Most disease-causing bacteria, including Salmonella and E. coli, die at temperatures above 165°F (74°C). On a grill, that number matters in two distinct ways: the internal temperature your meat reaches, and the surface temperature of the grill grates themselves. Getting both right is what actually keeps you safe.
The Temperature That Kills Bacteria
Bacteria don’t die at a single magic number. Instead, higher heat kills them faster. At 140°F (60°C), dangerous bacteria start dying off, but slowly. At 165°F (74°C), pathogens like Salmonella and E. coli are destroyed within seconds. This is why 165°F is the standard safety threshold you’ll see referenced most often.

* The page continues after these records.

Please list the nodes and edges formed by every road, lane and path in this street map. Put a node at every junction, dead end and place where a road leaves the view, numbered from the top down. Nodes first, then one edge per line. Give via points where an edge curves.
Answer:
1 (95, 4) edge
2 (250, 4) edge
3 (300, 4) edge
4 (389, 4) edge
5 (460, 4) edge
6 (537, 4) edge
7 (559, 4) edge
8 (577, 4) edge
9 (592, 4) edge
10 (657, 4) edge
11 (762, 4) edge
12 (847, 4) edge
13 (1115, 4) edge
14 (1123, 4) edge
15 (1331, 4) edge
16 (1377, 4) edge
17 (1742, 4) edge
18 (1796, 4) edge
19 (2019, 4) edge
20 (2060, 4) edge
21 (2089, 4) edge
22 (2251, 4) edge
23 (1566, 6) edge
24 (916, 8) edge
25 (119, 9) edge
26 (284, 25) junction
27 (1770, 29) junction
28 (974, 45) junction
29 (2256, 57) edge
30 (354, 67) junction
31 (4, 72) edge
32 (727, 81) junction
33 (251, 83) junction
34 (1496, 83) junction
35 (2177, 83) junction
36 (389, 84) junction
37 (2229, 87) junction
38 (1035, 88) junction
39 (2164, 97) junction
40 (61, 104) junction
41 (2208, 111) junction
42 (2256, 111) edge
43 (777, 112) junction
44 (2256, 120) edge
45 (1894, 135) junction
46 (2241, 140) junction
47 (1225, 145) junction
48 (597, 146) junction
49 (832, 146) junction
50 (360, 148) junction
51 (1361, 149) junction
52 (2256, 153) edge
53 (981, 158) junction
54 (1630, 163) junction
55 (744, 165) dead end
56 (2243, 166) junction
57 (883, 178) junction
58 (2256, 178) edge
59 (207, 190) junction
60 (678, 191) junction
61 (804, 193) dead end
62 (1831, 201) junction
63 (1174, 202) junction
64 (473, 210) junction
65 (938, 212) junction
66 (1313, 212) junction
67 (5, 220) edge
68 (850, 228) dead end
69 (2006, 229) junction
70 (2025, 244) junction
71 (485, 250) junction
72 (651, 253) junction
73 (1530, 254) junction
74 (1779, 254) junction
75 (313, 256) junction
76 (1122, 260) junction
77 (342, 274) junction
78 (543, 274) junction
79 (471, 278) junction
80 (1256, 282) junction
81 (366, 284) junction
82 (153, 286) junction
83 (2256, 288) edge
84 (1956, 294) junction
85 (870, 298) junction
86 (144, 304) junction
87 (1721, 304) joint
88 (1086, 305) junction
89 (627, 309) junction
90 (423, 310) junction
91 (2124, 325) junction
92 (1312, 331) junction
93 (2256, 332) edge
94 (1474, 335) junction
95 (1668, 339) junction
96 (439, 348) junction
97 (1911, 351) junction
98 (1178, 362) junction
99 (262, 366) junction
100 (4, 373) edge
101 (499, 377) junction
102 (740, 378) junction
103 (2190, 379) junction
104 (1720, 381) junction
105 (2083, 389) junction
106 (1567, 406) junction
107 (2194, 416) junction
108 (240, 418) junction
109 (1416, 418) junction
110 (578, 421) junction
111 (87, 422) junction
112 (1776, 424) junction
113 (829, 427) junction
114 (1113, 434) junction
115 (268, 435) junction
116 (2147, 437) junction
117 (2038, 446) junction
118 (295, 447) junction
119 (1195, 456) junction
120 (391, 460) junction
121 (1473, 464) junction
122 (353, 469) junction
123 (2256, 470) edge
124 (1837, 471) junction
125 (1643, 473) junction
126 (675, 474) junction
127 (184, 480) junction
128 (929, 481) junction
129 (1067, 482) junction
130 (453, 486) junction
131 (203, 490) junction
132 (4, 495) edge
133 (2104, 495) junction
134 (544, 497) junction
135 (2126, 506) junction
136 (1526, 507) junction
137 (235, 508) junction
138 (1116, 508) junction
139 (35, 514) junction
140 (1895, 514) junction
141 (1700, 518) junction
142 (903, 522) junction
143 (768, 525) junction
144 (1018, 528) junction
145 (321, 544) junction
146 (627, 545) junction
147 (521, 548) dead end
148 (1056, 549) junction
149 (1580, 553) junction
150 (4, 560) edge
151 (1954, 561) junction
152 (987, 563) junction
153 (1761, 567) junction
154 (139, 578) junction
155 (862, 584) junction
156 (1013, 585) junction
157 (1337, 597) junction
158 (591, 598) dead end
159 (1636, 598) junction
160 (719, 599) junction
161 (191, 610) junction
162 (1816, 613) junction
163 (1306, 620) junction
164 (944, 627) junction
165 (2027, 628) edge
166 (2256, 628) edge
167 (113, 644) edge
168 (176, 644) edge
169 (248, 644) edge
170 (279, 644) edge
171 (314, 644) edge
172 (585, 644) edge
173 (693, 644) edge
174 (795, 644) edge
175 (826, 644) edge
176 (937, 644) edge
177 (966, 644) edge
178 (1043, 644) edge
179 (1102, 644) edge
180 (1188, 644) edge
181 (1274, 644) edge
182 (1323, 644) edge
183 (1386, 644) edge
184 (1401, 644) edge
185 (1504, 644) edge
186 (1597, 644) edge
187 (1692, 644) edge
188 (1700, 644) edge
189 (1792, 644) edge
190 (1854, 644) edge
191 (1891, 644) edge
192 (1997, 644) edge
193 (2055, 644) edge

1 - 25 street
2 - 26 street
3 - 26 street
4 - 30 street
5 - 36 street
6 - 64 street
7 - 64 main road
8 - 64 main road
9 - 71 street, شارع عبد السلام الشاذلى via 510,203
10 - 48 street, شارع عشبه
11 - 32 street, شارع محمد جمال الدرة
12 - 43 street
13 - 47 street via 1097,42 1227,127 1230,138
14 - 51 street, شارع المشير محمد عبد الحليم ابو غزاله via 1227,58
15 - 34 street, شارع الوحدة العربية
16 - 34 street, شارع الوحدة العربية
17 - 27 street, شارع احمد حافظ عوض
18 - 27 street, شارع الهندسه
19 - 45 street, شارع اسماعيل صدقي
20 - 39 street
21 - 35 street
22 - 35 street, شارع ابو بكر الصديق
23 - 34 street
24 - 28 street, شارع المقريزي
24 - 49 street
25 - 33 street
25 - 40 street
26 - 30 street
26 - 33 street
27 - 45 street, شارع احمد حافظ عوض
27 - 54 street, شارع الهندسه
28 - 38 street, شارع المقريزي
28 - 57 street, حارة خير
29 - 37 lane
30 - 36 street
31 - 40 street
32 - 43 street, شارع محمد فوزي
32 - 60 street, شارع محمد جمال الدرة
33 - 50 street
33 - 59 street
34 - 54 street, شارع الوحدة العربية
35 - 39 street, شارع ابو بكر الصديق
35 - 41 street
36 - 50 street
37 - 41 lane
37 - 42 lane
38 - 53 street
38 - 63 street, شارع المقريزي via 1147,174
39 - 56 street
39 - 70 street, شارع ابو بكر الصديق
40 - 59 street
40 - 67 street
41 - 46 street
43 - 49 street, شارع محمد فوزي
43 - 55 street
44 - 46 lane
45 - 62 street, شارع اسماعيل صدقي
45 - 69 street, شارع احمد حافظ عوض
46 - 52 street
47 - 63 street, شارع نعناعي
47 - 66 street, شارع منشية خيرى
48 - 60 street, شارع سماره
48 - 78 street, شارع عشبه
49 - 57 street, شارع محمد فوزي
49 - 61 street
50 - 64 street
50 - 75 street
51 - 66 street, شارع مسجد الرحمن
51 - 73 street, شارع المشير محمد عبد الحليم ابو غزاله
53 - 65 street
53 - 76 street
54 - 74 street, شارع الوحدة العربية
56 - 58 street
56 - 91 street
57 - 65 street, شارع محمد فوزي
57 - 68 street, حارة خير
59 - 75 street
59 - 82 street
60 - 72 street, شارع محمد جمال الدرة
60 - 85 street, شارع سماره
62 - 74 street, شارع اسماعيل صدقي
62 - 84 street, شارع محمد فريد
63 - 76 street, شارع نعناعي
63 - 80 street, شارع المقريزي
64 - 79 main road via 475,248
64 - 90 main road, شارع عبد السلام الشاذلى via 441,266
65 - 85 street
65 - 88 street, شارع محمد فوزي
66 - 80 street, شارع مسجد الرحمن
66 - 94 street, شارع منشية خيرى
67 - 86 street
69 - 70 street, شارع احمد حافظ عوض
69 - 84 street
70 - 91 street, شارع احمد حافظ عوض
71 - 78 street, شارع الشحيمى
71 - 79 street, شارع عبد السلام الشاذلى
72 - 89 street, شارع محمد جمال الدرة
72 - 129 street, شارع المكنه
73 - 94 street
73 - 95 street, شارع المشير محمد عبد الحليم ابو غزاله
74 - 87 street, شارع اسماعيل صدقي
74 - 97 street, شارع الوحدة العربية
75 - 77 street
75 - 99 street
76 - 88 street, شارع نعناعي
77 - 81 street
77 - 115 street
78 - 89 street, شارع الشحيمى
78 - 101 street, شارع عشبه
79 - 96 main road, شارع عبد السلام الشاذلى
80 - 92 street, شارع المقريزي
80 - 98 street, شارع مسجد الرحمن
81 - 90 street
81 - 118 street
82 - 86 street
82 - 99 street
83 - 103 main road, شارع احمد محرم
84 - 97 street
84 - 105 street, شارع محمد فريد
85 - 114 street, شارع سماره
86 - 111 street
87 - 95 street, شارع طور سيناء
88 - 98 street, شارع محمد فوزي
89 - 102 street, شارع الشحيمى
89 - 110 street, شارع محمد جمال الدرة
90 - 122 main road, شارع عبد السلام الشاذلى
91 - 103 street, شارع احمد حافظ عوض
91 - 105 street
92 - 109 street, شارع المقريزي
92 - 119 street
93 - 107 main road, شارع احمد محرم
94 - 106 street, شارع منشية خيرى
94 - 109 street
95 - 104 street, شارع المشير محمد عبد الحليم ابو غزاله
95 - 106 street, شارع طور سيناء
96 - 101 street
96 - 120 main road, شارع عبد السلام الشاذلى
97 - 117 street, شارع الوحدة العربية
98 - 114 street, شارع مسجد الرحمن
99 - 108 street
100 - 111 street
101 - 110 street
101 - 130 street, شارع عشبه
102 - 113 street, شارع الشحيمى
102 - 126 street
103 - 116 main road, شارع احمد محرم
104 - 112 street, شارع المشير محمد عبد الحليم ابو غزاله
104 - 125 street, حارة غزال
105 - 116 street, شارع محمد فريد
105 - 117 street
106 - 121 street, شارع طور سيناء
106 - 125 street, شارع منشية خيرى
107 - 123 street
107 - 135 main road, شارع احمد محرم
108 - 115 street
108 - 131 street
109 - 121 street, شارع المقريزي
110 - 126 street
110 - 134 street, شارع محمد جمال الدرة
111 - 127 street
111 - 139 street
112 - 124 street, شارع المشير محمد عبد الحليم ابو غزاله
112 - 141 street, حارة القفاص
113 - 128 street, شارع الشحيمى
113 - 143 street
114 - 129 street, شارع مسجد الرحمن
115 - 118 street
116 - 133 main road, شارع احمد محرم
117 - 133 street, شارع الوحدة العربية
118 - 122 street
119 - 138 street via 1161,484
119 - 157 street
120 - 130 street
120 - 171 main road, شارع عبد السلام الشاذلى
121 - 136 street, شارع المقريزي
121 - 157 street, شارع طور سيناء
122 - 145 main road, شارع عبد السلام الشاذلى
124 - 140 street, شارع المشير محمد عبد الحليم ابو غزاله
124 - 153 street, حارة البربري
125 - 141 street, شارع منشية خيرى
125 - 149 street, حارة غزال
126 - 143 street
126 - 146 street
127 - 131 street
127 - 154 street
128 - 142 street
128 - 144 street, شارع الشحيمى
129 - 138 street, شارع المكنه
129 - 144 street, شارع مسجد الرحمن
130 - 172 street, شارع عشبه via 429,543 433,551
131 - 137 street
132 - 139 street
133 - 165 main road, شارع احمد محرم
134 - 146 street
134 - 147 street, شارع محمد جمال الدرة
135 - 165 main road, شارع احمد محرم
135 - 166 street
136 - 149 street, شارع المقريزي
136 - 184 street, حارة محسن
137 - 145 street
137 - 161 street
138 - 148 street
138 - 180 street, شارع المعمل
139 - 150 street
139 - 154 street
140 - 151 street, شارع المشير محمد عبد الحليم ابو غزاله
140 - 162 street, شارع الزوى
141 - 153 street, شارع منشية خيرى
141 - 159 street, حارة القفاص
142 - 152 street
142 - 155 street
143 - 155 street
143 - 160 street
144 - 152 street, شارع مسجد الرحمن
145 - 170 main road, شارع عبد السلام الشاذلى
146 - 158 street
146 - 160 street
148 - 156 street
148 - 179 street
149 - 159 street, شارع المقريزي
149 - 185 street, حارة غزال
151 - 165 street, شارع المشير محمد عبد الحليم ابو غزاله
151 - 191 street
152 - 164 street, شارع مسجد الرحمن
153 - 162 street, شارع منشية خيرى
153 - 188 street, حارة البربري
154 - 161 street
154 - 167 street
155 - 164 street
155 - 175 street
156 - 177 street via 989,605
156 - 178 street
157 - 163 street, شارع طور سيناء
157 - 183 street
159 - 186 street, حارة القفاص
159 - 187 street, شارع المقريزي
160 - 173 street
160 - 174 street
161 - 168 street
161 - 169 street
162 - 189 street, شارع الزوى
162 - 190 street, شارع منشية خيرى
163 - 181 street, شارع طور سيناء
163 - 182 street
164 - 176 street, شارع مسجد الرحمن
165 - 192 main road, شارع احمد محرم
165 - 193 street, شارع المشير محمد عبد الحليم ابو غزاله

What matters just as much as temperature is time. A chicken breast held at 165°F is safe the instant it hits that reading. But a pork chop only needs to reach 145°F (63°C) if you let it rest for three minutes afterward, because the lower heat still destroys bacteria when given a bit more time. This time-temperature relationship is why different meats have different targets.
Safe Internal Temperatures by Meat Type
These are the minimums for the center of the meat, measured with a food thermometer:
- Poultry (chicken, turkey, duck): 165°F (74°C), whether it’s a whole bird, breast, thigh, wing, or ground poultry. No rest time needed.
- Ground beef, pork, veal, or lamb: 160°F (71°C). Ground meat needs a higher temperature than whole cuts because bacteria get mixed throughout during grinding.
- Beef, pork, lamb, and veal steaks, chops, and roasts: 145°F (63°C), then rest for at least 3 minutes before cutting.
- Fish and shellfish: 145°F (63°C).
- Ham (fresh or smoked, uncooked): 145°F (63°C) with a 3-minute rest.
The rest period isn’t optional. During those three minutes, residual heat continues cooking the interior, and the temperature stays high enough to finish killing any remaining bacteria. Cutting into the meat immediately lets heat escape and can leave the center undercooked.
How Hot the Grill Needs to Be
Sanitizing the grill grates is a separate concern from cooking your food to temperature. When you crank a gas or charcoal grill to high, the grates can reach 500°F (260°C) or more, well above the 165°F threshold for killing bacteria. Running the grill on high for 10 to 15 minutes before cooking burns off most residue and kills nearly all surface bacteria.
That said, a high-heat burn-off has real limitations. Thick or layered grease buildup can insulate bacteria underneath, shielding them from the heat. Gas grills often have hot and cool zones, especially older models, meaning grease in cooler spots may never reach sanitizing temperatures. The undersides of grates, burner covers, and the inside of the lid also collect grease and may not get hot enough during a burn-off cycle.
Think of the burn-off as a first step, not a complete cleaning. After preheating, scrub the grates with a grill brush to physically remove charred food and grease. The combination of heat plus scrubbing is far more effective than either one alone. Heat loosens residue and kills exposed bacteria, while scrubbing removes the layers where bacteria hide.
Why a Thermometer Is Non-Negotiable
Grill temperatures are inherently uneven. Charcoal has natural hot spots. Gas burners create zones. Wind, ambient temperature, and the size of what you’re cooking all affect how quickly the interior reaches a safe temperature. Judging doneness by color, firmness, or timing is unreliable on a grill because there are too many variables shifting the outcome.
An instant-read meat thermometer inserted into the thickest part of the cut (avoiding bone) is the only way to confirm the inside has reached the right temperature. This is especially true for chicken and ground meat, where the consequences of undercooking are highest. Whole-muscle cuts like steak carry less risk because bacteria mostly live on the surface, which sears off quickly. But ground meat mixes surface bacteria throughout, and poultry carries Salmonella in the muscle tissue itself.
Keeping Food Safe Before It Hits the Grill
Bacteria multiply rapidly between 40°F and 140°F, a range food safety experts call the “danger zone.” Raw meat sitting on a table next to the grill on a hot day can enter unsafe territory faster than you’d expect. The general rule is to discard any perishable food left out for more than two hours. If the outdoor temperature is above 90°F (32°C), that window drops to one hour.
Keep raw meat in a cooler with ice until you’re ready to grill. Use separate plates and utensils for raw and cooked meat to avoid cross-contamination. The tongs you used to place raw chicken on the grill should not be the same tongs you use to take it off, unless you’ve washed them in between.
Putting It All Together
The process that actually eliminates bacteria on a grill involves three steps working together. First, preheat on high for 10 to 15 minutes to burn off surface contamination on the grates. Second, scrub the grates to remove any residue the heat didn’t fully penetrate. Third, cook the meat to its specific safe internal temperature, confirmed with a thermometer. Skipping any one of these steps leaves a gap where bacteria can survive. The grill’s surface temperature handles sanitation of the cooking surface. The meat’s internal temperature handles what’s inside your food. Both need to reach their targets.